▶ _What is expected_:
An exact transcription of all the records is required, minus the images.

________

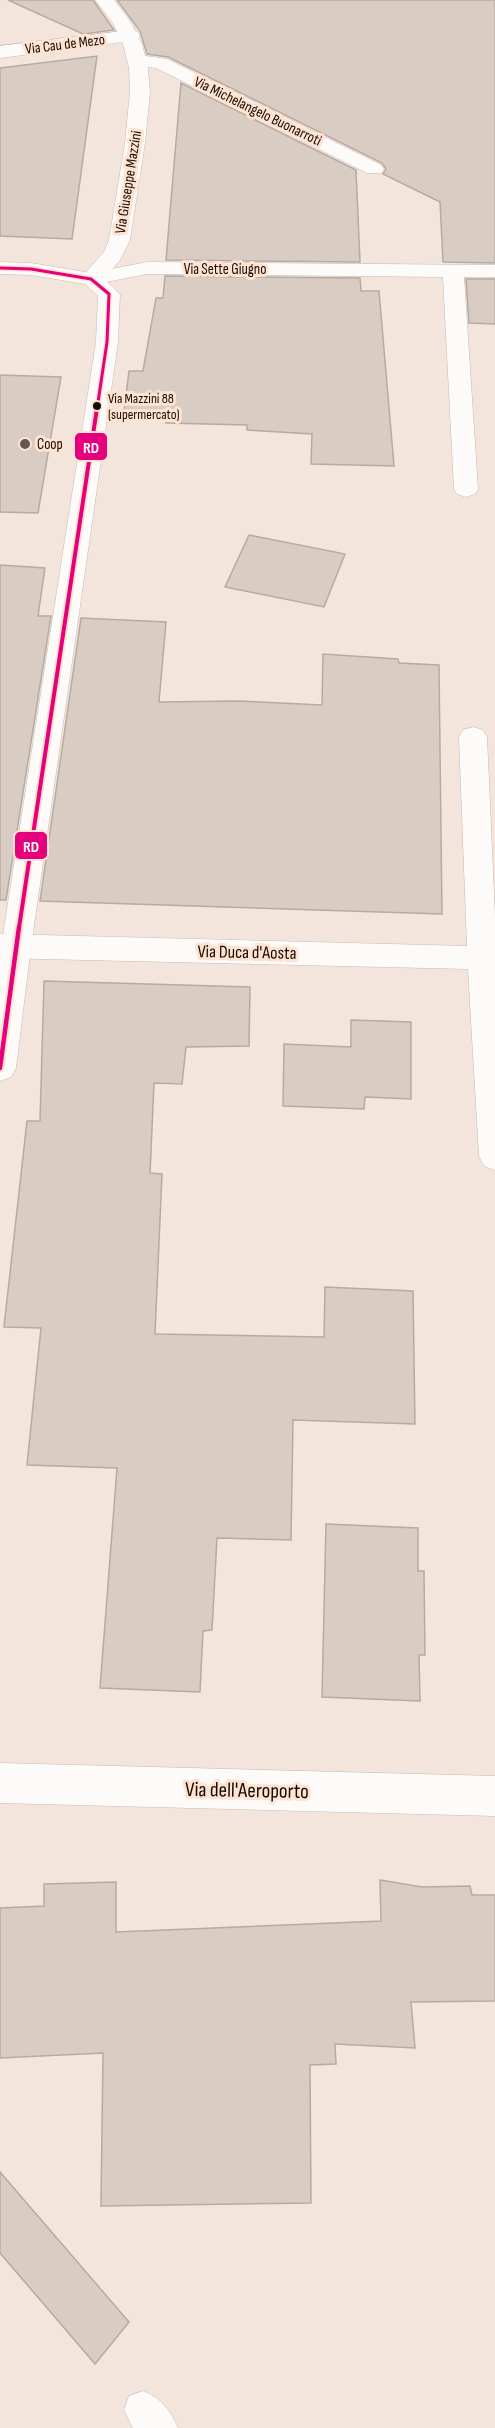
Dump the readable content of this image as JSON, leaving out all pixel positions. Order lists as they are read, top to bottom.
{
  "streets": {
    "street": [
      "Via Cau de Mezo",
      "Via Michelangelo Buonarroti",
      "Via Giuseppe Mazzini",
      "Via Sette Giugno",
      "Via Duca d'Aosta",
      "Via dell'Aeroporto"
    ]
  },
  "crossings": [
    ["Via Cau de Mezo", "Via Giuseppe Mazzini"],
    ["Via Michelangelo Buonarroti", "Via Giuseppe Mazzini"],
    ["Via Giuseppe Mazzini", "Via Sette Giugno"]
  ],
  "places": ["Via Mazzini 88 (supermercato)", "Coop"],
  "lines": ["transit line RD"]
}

________

▶ _Exercise solution_:
Dump the readable content of this image as JSON, leaving out all pixel positions. Order lists as they are read, top to bottom.
{
  "streets": {
    "street": [
      "Via Cau de Mezo",
      "Via Michelangelo Buonarroti",
      "Via Giuseppe Mazzini",
      "Via Sette Giugno",
      "Via Duca d'Aosta",
      "Via dell'Aeroporto"
    ]
  },
  "crossings": [
    ["Via Cau de Mezo", "Via Giuseppe Mazzini"],
    ["Via Michelangelo Buonarroti", "Via Giuseppe Mazzini"],
    ["Via Giuseppe Mazzini", "Via Sette Giugno"]
  ],
  "places": ["Via Mazzini 88 (supermercato)", "Coop"],
  "lines": ["transit line RD"]
}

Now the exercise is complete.